Of course not! Ramsay claimed his bride on their wedding night, whether she wanted to or not, and Theon (who had once again become Reek) was forced to watch and cry. This scene could cause some more uproar (as most scenes involving sexual violence on TV do), but it really should not. First off, it was done much more tastefully that the ill-conceived “Jaime rapes Cersei” from last season. Second, this is, essentially, a medieval, political marriage. An heir is supposed to come from it, whether or not one party wants it (remember when Margaery tried to sleep with Renly? “You could start on my brother as long as you finish with me”). Third, this was obviously going to happen. Sansa clearly is not ready to stand up to Ramsay on her own; if she did, she would lose immediately. The show led us to believe she had found her strength. However, Sansa stood up to a peasant and a broken man. Nothing good was coming of this wedding. Sansa did not need to be assaulted in order to make us root for her. Not everything on Game of Thrones happens because it needs to happen. I am not condoning what Ramsay did; on the contrary, he obviously deserves a horrific death.

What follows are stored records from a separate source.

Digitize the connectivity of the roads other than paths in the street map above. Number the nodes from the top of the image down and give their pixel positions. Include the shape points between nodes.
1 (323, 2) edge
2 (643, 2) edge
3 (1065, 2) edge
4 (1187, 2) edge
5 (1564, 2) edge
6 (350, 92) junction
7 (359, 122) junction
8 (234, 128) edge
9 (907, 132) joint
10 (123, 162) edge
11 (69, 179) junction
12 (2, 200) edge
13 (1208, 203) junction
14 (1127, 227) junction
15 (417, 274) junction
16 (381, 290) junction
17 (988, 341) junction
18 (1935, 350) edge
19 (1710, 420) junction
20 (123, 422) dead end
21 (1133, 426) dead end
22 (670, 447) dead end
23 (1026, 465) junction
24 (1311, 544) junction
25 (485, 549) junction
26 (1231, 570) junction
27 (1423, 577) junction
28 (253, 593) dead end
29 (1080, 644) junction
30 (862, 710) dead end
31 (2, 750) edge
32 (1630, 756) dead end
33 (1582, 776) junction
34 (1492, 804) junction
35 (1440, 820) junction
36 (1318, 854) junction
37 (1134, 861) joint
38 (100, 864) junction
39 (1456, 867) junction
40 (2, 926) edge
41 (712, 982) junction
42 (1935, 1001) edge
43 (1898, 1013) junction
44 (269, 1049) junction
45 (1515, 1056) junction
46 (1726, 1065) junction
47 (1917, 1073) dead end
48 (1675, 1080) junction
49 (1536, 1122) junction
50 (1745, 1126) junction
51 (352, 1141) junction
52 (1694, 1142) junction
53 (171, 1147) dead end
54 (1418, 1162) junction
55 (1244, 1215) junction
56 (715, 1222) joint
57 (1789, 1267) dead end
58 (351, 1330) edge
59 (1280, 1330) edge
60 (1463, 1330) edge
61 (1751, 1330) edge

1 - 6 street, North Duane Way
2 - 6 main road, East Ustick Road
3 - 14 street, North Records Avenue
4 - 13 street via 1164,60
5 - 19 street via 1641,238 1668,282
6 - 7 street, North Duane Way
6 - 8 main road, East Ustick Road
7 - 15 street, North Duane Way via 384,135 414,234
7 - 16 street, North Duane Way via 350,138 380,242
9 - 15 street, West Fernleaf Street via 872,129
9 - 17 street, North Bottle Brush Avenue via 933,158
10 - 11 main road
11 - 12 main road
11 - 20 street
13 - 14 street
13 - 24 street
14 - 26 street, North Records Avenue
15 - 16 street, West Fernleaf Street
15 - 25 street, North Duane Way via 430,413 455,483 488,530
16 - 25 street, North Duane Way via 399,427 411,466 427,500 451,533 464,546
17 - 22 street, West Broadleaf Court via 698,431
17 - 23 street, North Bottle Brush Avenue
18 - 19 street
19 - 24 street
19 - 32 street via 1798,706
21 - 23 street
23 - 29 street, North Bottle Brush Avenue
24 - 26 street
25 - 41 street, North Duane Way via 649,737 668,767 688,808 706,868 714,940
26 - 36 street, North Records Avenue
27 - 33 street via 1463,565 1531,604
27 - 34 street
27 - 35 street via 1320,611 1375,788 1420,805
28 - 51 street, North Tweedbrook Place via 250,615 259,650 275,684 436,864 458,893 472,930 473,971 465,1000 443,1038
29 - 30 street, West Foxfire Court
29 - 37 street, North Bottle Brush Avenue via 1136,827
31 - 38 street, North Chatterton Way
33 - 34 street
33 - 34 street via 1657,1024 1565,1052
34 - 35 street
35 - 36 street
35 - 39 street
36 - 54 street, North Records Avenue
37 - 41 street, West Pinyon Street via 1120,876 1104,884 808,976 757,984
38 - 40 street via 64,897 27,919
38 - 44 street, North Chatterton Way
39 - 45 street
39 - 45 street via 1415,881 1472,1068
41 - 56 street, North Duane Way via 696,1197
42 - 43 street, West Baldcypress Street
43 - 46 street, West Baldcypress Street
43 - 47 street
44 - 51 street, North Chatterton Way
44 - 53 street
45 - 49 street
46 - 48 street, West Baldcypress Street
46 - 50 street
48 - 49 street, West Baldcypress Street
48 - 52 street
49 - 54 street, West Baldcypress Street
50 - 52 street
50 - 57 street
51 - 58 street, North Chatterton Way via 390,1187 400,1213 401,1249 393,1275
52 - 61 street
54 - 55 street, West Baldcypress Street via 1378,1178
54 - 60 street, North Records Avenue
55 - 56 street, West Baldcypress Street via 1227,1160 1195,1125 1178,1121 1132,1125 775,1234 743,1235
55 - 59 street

With this action, he has inconceivably passed Joffrey on the list of “All time people we want to die in Westeros.” Luckily, there is an ever growing list (I count Sansa, Myranda, Theon, Stannis, Jon Snow, Cersei, Roose, and Littlefinger) of people who are going to be at least somewhat interested in offing the newly legitimized heir to the North. Here’s hoping Sansa recruits the allies she needs and enacts some sweet revenge. In a show not known for happy endings, Ramsay has reached the point where he needs to be brought to justice.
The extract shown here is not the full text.